RECORD SET Start Marker
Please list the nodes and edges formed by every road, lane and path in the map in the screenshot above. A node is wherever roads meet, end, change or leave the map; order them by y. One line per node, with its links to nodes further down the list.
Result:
RECORD SET End Marker
RECORD SET Start Marker
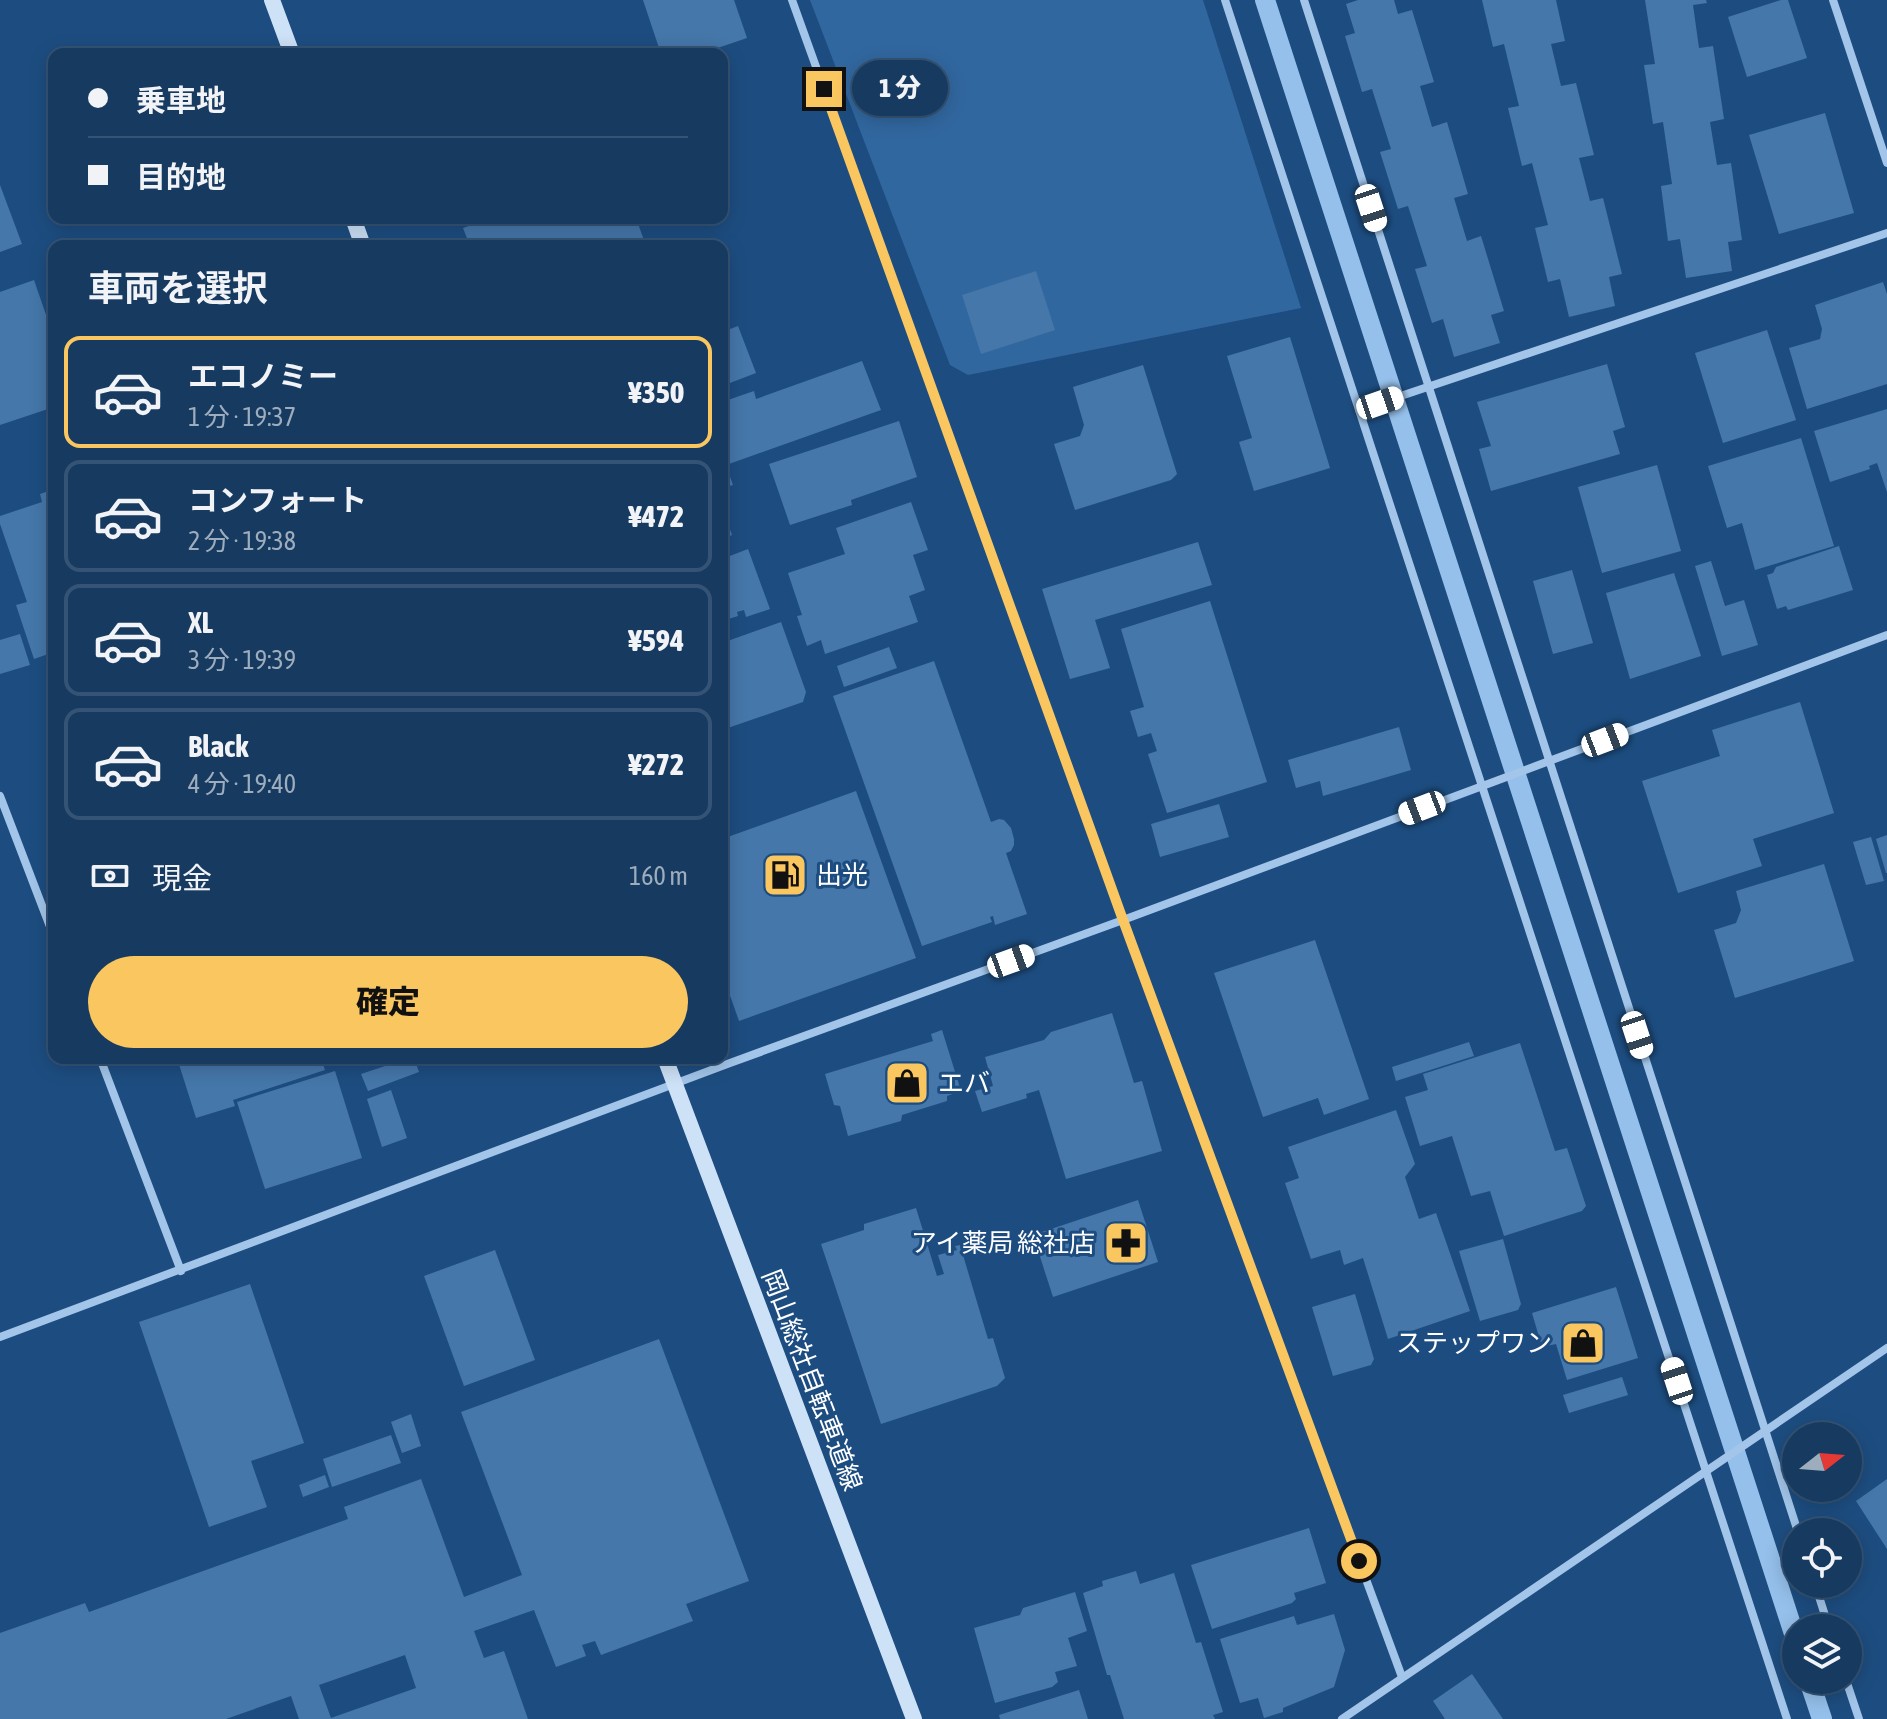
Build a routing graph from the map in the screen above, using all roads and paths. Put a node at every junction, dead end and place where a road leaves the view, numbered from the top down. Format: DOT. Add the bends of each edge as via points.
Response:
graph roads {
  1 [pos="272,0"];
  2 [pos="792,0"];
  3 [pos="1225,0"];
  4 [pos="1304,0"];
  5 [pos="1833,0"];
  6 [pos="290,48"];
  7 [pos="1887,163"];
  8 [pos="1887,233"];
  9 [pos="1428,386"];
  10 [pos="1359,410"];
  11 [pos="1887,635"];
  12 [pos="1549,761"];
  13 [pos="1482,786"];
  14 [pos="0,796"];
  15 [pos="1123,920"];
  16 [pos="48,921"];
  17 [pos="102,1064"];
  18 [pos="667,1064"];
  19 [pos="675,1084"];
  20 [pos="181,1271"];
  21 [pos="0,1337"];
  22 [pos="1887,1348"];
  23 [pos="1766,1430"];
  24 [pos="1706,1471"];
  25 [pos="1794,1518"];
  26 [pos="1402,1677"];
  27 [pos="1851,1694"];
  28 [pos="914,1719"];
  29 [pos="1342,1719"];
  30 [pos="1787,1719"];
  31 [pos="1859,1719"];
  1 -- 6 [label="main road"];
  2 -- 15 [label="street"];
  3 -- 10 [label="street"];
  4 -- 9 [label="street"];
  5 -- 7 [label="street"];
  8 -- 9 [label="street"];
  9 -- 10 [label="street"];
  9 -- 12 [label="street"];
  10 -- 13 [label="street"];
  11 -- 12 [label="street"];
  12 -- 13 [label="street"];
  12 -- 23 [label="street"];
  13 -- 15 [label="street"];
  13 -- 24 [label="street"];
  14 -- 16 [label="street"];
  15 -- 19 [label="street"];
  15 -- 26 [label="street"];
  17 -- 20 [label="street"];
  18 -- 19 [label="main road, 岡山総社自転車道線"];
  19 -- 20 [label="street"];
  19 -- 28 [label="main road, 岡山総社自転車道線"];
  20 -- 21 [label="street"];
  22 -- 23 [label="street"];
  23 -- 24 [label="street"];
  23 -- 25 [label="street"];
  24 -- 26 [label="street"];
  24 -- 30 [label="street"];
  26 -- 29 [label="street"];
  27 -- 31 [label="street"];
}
RECORD SET End Marker
**TASK REQUIREMENTS:** When a line of the data holds the string "every", pick it out and copy it.

**WRITTEN RESPONSE:**
Please list the nodes and edges formed by every road, lane and path in the map in the screenshot above. A node is wherever roads meet, end, change or leave the map; order them by y. One line per node, with its links to nodes further down the list.
Build a routing graph from the map in the screen above, using all roads and paths. Put a node at every junction, dead end and place where a road leaves the view, numbered from the top down. Format: DOT. Add the bends of each edge as via points.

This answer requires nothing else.